* EXERCISE:
Return all the lines below in which the string "Calle" appears.

* STORED DATA:
•••••

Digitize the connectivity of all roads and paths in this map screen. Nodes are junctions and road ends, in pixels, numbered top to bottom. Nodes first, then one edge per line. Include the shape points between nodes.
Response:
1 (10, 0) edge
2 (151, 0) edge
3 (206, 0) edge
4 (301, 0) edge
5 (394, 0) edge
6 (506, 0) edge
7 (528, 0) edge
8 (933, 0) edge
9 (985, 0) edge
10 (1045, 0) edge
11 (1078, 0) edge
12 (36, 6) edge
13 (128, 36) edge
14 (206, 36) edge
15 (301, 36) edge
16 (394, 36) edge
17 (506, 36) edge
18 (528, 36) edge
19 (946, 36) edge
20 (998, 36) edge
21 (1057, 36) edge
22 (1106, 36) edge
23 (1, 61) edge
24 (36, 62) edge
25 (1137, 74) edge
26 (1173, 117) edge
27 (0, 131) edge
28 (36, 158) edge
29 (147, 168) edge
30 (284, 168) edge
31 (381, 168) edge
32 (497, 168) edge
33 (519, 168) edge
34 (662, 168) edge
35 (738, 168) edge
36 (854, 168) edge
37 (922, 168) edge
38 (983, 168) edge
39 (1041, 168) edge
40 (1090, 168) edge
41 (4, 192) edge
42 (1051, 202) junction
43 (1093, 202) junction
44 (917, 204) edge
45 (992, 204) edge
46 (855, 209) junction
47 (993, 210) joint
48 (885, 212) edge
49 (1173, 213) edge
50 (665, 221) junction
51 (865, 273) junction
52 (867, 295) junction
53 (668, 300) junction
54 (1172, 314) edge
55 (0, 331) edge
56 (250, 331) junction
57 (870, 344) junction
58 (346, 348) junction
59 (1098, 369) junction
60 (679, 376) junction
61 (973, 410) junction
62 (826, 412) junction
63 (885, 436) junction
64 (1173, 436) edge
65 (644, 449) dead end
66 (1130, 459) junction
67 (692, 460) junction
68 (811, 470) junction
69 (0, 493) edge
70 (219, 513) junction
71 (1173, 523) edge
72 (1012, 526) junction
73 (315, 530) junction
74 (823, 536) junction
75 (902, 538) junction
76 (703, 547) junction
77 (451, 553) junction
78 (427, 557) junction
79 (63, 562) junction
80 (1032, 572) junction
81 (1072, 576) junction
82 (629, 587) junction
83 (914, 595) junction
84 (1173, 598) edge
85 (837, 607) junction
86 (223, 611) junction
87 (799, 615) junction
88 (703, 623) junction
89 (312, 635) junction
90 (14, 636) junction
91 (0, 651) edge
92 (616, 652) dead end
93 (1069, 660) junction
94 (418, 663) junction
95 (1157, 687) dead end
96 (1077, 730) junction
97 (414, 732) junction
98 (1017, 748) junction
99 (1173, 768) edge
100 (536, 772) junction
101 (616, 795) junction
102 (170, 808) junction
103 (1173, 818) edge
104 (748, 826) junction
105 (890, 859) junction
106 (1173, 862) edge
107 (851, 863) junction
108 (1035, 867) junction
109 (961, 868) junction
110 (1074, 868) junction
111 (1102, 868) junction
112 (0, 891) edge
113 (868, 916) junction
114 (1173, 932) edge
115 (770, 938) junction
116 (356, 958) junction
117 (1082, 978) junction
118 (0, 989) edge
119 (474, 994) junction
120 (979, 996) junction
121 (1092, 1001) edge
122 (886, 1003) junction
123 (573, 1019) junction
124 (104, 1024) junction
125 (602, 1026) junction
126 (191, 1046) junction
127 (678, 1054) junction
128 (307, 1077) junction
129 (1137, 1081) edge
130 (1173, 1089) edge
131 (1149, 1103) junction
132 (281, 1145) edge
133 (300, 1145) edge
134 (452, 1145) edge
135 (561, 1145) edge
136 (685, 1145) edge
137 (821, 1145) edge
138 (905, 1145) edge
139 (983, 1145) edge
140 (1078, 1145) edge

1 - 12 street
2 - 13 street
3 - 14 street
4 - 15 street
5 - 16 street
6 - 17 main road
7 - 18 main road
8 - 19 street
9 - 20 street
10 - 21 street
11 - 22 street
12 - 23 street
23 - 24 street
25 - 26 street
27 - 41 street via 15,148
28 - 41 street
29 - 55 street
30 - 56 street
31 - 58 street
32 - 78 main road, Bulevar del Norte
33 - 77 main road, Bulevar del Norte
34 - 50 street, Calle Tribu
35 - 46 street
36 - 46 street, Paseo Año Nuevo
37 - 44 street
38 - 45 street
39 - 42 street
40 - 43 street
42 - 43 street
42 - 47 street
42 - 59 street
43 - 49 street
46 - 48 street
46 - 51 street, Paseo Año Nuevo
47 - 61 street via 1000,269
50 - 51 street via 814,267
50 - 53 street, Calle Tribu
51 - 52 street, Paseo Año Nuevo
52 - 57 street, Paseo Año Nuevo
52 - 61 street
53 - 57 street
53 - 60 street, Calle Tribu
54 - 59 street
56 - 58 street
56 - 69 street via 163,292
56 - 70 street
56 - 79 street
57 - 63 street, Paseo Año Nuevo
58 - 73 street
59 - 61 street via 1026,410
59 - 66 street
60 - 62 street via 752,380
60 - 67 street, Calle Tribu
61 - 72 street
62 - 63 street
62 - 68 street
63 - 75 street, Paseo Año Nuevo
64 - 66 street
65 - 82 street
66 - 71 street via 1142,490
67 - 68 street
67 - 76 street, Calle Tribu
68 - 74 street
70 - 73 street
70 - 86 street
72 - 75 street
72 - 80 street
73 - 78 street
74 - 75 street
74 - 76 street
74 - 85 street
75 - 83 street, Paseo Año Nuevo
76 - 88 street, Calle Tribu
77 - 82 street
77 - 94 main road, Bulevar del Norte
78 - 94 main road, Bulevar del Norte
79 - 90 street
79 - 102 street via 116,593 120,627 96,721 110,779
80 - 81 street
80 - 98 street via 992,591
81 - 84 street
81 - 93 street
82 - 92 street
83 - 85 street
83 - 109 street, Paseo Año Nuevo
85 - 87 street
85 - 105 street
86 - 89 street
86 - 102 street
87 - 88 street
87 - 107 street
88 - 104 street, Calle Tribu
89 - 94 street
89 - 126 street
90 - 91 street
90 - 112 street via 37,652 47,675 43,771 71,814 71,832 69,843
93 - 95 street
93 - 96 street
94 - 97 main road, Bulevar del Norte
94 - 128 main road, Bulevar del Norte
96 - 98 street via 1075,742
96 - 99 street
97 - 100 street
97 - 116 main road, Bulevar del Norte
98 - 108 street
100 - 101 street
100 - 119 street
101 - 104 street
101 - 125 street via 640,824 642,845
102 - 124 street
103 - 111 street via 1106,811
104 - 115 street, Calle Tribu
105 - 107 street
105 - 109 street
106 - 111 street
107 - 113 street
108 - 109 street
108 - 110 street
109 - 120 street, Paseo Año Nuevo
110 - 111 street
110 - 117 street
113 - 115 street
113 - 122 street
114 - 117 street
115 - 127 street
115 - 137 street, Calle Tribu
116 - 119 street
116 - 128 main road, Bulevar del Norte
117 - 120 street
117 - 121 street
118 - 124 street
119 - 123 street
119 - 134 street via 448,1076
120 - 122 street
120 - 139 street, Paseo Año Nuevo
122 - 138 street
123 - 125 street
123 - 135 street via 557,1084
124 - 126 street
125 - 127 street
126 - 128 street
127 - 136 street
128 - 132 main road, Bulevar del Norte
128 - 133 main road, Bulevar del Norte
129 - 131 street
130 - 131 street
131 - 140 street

•••••

* EXERCISE ANSWER:
34 - 50 street, Calle Tribu
50 - 53 street, Calle Tribu
53 - 60 street, Calle Tribu
60 - 67 street, Calle Tribu
67 - 76 street, Calle Tribu
76 - 88 street, Calle Tribu
88 - 104 street, Calle Tribu
104 - 115 street, Calle Tribu
115 - 137 street, Calle Tribu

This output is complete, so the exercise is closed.